Saved entries
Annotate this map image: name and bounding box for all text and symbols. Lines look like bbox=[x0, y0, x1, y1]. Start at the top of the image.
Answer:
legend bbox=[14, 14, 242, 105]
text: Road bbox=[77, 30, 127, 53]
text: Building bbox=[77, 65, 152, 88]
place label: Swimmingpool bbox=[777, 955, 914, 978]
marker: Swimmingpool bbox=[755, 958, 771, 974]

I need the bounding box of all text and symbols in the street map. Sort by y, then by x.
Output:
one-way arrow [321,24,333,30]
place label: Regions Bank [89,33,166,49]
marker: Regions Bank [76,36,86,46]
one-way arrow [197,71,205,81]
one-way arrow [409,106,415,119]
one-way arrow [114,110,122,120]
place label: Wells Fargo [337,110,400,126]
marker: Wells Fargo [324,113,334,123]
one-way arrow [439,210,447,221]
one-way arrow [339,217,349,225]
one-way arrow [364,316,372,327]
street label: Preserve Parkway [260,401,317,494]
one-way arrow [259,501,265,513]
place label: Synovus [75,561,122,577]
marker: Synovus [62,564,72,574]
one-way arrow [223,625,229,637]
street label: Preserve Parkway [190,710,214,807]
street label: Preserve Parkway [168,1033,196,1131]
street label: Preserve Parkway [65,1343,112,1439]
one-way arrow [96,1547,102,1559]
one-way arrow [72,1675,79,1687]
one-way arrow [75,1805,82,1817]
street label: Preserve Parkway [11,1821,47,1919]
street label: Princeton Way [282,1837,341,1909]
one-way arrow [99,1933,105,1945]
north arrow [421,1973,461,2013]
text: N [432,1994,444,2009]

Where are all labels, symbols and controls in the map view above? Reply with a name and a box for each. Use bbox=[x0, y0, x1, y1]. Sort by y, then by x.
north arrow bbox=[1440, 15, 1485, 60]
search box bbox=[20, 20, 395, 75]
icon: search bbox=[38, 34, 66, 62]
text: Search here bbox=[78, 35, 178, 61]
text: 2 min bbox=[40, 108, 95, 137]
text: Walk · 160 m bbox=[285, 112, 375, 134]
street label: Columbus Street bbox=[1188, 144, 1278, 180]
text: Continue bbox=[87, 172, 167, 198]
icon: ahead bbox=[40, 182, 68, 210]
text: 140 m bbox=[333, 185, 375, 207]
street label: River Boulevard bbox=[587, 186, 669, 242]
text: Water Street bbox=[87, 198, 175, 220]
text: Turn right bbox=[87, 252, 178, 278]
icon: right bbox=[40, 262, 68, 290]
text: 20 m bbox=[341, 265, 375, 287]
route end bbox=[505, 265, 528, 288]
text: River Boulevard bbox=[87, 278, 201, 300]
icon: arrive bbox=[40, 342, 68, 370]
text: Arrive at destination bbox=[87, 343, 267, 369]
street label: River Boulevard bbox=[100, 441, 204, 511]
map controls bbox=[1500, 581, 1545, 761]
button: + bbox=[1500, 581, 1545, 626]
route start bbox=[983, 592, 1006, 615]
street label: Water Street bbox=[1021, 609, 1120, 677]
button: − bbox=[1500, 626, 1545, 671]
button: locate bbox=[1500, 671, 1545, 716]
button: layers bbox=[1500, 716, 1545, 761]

EXERCISE —
Copy out each line of the data where the string "bounding" appears.

TASK SOLUTION —
Annotate this map image: name and bounding box for all text and symbols. Lines look like bbox=[x0, y0, x1, y1]. Start at the top of the image.
I need the bounding box of all text and symbols in the street map. Sort by y, then by x.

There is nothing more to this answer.